FAN FAVE ODDBALL DUO                                       For fans of ‘Rick and Morty: Season 4’ (Blu-ray + Digital Code, 10 Episodes, WB, Not Rated but Uncensored) there’s little debate who exactly is America’s favorite crazy scientist & grandson.  The Adult Swim series blasts away this season with an intergalactic journey that crosses the multi-verse.  Yes, this is the very show that’s spawned video games, comic books, merchandise, music videos. Special features are uncensored and not recommended for anyone under 17: ‘Directing Rick and Morty,’ ‘Animation Challenges,’ ‘’Samurai & Shogun,’ ‘Creating Snake Jazz’ and ‘A Day at Rick and Morty: Inside Season 4’ and ‘Inside the Episode for Every Episode.’

Dan Harmon, left, and Justin Roiland, right, creators of the cult TV series “Rick and Morty” at their studio in Burbank, CA July 6, 2017. (Francine Orr/ Los Angeles Times/TNS)
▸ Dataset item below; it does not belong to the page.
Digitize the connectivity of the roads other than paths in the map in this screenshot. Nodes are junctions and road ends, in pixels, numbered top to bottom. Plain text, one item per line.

STILL IN THE FIGHT                                                 Change is constant in the legal and professional battles of ‘The Good Fight: Season Four’ (DVD, 7 episodes, 2 discs, CBS, Not Rated) whose first episode is entirely dedicated to Diane Lockhart’s ‘It’s all a dream’ where she lives in a country run by President Hillary Clinton and sees some mighty unintended consequences.

 Christine Baranski as Diane Lockhart. Photo Cr: Patrick Harbron/CBS Ì?å©2016 CBS Interactive, Inc. All Rights Reserved

For the rest, it’s a new world as the law firm becomes part of a conglomerate with corporate overlords – and lots of dogs running in packs throughout the offices.  Maybe the most amusing take in the courtroom series this season is looking at the consequences of those who dare defy a Federal subpoena by simply pretending it doesn’t exist.  Michael J. Fox returns with his hilariously disabled defense lawyer — a shameless hustler who loves nothing more than to seek judicial sympathy with his affliction.
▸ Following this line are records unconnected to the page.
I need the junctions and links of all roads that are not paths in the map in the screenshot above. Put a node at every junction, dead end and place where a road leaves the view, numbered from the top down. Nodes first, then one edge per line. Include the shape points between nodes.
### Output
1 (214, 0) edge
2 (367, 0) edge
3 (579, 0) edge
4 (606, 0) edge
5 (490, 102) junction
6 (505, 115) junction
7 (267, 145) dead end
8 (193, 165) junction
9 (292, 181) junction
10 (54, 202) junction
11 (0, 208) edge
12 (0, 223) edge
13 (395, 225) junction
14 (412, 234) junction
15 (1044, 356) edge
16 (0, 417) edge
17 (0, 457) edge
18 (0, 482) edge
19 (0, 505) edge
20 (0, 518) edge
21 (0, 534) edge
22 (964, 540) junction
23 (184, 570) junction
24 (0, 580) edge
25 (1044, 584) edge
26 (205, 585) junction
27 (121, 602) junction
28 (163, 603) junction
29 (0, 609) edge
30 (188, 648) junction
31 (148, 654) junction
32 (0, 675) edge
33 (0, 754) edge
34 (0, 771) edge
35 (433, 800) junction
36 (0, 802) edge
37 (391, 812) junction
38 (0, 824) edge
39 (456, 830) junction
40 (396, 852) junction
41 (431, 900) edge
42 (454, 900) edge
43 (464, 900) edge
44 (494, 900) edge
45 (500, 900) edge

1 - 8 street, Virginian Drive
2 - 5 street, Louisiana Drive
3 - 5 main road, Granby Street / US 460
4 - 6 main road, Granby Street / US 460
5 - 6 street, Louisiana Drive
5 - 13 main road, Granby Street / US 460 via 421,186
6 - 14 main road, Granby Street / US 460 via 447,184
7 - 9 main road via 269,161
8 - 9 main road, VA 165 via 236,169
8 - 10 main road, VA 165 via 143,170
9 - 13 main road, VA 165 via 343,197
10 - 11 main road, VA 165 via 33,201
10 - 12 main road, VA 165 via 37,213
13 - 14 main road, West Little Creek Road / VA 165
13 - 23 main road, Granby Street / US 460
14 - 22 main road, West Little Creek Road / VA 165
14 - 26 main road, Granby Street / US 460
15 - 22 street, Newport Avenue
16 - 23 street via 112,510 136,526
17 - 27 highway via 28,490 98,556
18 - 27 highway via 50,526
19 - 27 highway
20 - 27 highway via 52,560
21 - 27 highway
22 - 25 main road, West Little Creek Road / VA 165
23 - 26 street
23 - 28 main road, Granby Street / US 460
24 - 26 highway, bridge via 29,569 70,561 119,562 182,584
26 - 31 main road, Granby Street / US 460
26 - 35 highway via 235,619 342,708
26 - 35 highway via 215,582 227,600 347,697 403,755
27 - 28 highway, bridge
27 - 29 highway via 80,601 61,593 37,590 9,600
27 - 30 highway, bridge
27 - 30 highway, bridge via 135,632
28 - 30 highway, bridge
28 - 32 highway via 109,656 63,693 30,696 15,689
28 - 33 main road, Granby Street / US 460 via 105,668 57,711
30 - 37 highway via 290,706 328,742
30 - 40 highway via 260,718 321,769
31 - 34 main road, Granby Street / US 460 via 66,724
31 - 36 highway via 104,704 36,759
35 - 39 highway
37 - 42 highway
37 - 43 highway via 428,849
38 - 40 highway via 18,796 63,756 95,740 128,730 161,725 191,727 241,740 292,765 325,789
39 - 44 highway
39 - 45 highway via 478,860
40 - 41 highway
AH! NEW YORK UNDERGROUND FEMINISM                      ‘Variety’ (Blu-ray, Kino Classics, Not Rated) Bette Gordon’s 1983 feminist film, an underground classic now in a new 2K restoration from the original camera negative, is notable as much for those who made it as for its provocative storytelling.  John Lurie did the music, Tom DiCillo, a future filmmaker (Brad Pitt as ‘Johnny Suede,’ ‘Living in Oblivion’), is the cinematographer, a veteran of Jim Jarmusch films.

The cast, led by lovely Sandy McLeod, includes Will Patton, Luis Guzman and the celebrated photographer Nan Goldin whose production stills are among the Bonus features.  ‘Variety’ refers to the film’s central location, the Variety porn theater in Manhattan’s East Village that was prominently featured in Martin Scorsese’s ‘Taxi Driver’ where Jodie Foster’s underage hooker could often be found.  It’s long been demolished.

Porn shops and peep shows are seen in the Times Square section of New York, Oct. 4, 1984. (AP Photo/Mario Cabrera)

So this ranks as a portrait of a milieu, the sex sleazy Times Square and environs of early Eighties Manhattan, forever lost.  Bonus:  Bette Gordon’s 1981 short film ‘Anybody’s Woman,’ Gordon’s audio commentary, an essay by film critic Amy Taubin and a Location Scouting still gallery.

WHO NAMES THEIR SON —                           Do the recent revelations from Germany about the rise of neo-Nazi right-wing squads in their police force make ‘How About Adolf?’ (Blu-ray, Menemsha Films, Not Rated) less funny?  This German comedy is set at a dinner where a pregnant couple reveal their plan to name their baby Adolf which transforms a predictable dining experience into a farcically crazy one. A smash at the German box-office, ‘How About Adolf?’ was praised for its satirical take on German guilt.  In German with optional English subtitles.

SO SWEET THIS SERENADE                       A gorgeous musical antique! ‘Love Me Tonight’ (Blu-ray, KL Studio Classics, Not Rated) is a 1932 pre-Code treasure that paired France’s debonair Maurice Chevalier (see him in his 60s in ‘Fanny’ or the Oscar-winning ‘Gigi’) and Jeannette MacDonald, the queen of Thirties operettas, working under the innovative director Rouben Mamoulian, a pioneer of early sound pictures.  You can watch it for the Rodgers & Hart classics like ‘Lover’ and ‘Isn’t It Romantic?’ or for Mamoulian’s breezy blend of song, music and gliding camera work.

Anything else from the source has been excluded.